A luta prosseguiu furiosa. O olho esquerdo de Brod estava quase fechado. O rosto de Hart era, todo ele, um inchaço vermelho e sangrento. Cada vez que Hart investia, Brod afastava-o com um empurrão. Mas Hart voltava sempre ao ataque. Por fim conseguiu atingi-lo no estômago, obrigando-o a dobrar-se sobre si próprio, aplicando em seguida um colossal soco no queixo.

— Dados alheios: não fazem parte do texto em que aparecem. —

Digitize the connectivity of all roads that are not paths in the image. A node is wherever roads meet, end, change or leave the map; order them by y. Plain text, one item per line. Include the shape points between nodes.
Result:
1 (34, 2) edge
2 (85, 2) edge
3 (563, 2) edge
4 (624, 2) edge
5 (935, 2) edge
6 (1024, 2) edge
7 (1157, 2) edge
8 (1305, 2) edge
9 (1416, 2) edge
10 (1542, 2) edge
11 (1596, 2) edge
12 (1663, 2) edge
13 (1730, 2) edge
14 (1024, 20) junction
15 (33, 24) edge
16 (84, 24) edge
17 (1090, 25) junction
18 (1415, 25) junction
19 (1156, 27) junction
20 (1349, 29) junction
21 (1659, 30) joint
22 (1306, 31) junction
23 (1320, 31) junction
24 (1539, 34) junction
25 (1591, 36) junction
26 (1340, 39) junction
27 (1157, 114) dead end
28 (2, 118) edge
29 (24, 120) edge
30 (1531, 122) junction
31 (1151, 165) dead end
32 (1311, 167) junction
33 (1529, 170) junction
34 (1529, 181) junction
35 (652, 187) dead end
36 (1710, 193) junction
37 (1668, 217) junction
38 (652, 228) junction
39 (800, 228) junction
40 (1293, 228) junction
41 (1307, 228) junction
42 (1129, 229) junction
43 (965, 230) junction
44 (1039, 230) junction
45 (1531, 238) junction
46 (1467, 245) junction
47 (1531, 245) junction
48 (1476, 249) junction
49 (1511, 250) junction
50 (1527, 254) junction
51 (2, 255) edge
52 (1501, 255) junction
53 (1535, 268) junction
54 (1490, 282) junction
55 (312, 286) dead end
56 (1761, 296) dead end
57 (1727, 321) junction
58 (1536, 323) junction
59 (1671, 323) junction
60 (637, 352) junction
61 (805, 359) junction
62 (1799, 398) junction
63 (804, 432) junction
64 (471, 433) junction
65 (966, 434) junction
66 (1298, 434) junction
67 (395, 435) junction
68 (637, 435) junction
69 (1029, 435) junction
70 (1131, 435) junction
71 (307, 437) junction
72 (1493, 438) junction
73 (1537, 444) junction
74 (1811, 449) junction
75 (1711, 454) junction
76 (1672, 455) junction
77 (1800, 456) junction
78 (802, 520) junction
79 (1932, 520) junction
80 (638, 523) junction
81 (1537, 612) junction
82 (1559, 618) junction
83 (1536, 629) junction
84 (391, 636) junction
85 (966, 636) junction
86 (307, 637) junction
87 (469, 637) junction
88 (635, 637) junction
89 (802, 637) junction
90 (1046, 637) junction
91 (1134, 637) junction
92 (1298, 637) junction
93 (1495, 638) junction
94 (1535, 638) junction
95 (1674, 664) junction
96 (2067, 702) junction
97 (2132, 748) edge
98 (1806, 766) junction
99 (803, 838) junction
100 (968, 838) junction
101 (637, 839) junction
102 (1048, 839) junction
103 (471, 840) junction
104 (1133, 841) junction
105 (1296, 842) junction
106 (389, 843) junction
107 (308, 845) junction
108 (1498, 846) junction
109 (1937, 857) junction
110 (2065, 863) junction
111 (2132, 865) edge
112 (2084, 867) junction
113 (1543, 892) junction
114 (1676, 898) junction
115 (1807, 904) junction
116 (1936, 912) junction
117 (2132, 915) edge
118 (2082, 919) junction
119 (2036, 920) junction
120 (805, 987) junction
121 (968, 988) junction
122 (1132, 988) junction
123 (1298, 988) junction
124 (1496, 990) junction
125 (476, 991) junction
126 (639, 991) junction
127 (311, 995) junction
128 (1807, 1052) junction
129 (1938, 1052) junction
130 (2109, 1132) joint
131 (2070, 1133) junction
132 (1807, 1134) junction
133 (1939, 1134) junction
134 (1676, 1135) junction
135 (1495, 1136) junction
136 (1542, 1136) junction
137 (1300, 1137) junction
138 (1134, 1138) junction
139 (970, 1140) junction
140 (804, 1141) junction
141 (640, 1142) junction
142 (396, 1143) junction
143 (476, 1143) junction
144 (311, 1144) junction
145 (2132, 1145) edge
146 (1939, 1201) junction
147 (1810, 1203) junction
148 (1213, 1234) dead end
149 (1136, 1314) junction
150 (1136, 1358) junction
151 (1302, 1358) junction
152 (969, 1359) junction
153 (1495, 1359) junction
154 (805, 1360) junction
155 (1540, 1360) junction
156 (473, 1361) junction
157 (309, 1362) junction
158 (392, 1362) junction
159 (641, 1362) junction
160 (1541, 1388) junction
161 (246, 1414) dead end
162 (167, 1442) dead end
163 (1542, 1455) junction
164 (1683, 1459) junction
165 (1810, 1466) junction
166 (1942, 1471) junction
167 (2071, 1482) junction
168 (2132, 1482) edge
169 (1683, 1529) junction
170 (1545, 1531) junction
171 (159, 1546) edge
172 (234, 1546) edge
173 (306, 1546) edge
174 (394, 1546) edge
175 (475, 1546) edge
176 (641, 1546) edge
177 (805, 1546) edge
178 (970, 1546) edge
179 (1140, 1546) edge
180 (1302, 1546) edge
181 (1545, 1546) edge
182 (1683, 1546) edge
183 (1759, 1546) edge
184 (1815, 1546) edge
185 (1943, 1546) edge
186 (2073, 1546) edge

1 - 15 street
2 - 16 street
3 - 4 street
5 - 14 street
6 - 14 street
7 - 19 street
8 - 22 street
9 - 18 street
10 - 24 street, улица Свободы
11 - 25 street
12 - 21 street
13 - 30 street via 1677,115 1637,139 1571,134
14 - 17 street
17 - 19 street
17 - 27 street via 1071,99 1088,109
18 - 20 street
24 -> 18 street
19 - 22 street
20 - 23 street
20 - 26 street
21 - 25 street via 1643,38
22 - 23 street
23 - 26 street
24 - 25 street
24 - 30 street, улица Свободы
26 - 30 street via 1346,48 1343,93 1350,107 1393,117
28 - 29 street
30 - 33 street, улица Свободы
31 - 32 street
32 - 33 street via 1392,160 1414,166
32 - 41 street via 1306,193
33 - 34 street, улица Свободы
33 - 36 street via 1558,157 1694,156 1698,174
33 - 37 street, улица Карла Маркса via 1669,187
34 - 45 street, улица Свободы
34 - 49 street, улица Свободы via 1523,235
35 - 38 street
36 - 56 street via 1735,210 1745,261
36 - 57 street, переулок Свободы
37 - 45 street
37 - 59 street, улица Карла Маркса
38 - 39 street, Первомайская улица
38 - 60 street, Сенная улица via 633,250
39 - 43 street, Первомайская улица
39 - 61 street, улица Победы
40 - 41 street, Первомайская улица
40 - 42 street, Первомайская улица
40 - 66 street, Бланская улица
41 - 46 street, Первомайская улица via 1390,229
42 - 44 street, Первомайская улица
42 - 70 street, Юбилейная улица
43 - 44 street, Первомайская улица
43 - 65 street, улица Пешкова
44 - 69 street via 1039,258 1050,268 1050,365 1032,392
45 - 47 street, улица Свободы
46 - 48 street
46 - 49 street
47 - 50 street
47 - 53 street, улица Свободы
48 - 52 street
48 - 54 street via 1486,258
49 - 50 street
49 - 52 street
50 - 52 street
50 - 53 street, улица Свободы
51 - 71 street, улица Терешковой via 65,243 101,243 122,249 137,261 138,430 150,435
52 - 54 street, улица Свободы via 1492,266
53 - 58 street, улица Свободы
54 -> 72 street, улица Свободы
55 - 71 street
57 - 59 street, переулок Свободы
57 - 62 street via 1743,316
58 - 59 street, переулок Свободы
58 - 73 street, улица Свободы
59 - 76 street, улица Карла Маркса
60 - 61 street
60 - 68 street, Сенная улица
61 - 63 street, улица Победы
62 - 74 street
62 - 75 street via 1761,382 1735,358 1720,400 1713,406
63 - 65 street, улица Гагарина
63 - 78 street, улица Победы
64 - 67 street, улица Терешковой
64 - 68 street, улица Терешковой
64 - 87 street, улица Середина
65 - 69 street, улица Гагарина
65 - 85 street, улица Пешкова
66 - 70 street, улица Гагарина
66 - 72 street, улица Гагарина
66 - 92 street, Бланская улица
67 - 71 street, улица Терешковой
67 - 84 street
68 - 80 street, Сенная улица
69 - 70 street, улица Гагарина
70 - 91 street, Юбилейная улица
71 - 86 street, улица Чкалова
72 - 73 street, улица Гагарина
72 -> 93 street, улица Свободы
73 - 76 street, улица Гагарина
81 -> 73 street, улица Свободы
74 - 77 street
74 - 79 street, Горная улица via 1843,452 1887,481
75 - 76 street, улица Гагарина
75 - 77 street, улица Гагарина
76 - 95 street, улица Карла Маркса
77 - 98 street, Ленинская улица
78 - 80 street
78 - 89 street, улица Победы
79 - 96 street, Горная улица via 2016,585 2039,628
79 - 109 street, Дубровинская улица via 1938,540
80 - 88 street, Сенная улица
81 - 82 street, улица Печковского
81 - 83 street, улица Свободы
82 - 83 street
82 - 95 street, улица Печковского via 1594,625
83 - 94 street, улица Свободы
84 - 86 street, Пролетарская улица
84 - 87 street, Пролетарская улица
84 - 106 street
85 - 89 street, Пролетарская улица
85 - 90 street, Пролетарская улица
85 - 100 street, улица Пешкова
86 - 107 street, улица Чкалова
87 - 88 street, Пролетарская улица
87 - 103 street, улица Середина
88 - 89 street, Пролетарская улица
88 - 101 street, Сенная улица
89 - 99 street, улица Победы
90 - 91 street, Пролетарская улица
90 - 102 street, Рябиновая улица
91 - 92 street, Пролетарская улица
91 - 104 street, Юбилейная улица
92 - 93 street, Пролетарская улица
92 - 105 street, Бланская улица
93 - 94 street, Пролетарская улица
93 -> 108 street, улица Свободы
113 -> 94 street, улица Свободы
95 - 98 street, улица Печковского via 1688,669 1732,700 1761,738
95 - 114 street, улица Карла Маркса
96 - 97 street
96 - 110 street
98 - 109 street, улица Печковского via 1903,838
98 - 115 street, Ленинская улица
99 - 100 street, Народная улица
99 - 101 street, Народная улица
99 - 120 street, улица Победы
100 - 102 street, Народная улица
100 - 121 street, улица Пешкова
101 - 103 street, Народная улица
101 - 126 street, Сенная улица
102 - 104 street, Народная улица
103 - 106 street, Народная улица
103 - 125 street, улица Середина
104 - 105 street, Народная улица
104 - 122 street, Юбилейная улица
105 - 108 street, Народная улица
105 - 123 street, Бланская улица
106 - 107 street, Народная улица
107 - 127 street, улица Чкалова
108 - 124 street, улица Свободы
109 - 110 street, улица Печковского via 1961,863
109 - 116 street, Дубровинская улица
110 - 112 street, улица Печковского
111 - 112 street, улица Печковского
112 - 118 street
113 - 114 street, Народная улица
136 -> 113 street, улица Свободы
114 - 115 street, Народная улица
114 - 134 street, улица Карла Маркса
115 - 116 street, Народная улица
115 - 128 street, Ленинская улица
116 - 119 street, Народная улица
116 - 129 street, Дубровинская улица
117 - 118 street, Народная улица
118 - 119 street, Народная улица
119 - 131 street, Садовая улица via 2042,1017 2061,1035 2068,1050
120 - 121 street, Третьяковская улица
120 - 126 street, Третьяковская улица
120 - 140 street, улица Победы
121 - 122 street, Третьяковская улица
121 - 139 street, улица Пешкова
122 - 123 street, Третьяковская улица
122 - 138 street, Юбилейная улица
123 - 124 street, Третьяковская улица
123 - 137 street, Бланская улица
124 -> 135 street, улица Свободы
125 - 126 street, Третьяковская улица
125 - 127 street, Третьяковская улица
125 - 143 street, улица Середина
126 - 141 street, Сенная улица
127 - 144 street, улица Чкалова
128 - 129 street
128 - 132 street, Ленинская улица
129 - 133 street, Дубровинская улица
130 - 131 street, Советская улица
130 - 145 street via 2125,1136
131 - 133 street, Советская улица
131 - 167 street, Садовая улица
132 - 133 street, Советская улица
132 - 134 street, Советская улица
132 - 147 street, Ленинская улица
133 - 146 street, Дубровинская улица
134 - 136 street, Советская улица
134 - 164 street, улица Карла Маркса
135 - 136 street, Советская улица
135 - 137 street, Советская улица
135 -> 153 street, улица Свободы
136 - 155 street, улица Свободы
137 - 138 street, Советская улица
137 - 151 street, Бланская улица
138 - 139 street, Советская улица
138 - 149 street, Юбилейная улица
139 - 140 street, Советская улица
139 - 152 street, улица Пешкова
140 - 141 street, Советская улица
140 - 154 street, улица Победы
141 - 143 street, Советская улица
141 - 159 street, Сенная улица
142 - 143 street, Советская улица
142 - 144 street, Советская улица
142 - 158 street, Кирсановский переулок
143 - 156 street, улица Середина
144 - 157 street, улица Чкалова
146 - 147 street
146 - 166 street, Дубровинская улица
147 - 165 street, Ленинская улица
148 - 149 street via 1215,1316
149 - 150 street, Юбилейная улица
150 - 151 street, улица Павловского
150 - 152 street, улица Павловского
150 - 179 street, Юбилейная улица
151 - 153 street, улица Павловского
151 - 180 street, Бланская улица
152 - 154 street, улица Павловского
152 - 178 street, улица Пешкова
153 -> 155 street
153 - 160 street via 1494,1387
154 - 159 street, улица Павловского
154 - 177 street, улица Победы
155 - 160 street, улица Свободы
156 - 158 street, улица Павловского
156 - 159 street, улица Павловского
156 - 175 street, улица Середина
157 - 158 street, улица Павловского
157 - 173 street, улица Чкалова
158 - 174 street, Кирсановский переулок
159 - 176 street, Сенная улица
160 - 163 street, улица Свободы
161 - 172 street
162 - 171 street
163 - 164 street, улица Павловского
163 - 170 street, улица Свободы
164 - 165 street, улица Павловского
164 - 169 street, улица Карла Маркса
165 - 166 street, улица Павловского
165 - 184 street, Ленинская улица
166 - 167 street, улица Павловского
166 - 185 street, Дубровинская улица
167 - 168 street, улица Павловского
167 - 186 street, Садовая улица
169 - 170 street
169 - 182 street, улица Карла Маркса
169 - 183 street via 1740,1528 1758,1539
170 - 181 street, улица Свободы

Hart elevou-se um pouco no ar. Brod empurrou-o com a palma da mão e Hart caiu de costas, desmaiado. Brod Nolan sentou-se num tronco, deixando tombar a cabeça sobre os joelhos

Quando recuperou a sua respiração normal, aproximou-se do irmão e sentou-se a seu lado. Hart Nolan tinha o rosto inchado e uma face rasgada. Brod colocou-lhe a mão no ombro:

— Vou buscar-te um pouco de água, Hart.

Hart sentou-se com dificuldade, sacudindo os ombros para afastar a mão de Brod. Pôs-se de pé e, cambaleando, foi até ao carro, onde se encontravam, caídos no chão, os seus «Colts». Colocou o chapéu e, sempre a cambalear, dirigiu-se para o cavalo. Ergueu-se lenta e dolorosamente para a sela.

— Ouve, Hart, espera um momento. Não te vás embora assim. Se quiseres, estou disposto a apertar-te a mão.

Hart Nolan voltou-se na sela e olhou o irmão através dos olhos semicerrados pelo inchaço.

— A partir de hoje, nunca mais te voltes a atravessar no meu caminho. Se apareceres no rancho, abater-te-ei, como se abate um animal ruim.

Puxou um pouco as rédeas, tentando manter-se erguido na sela. Brod engoliu em seco. Nas suas costas ouviu o assobio de Kent Flores, que disse com simpatia:

— Aquele homem não é seu irmão, meu rapaz?

Brod assentiu pesaroso, vendo afastar-se a figura de Hart Nolan bamboleando-se na sela.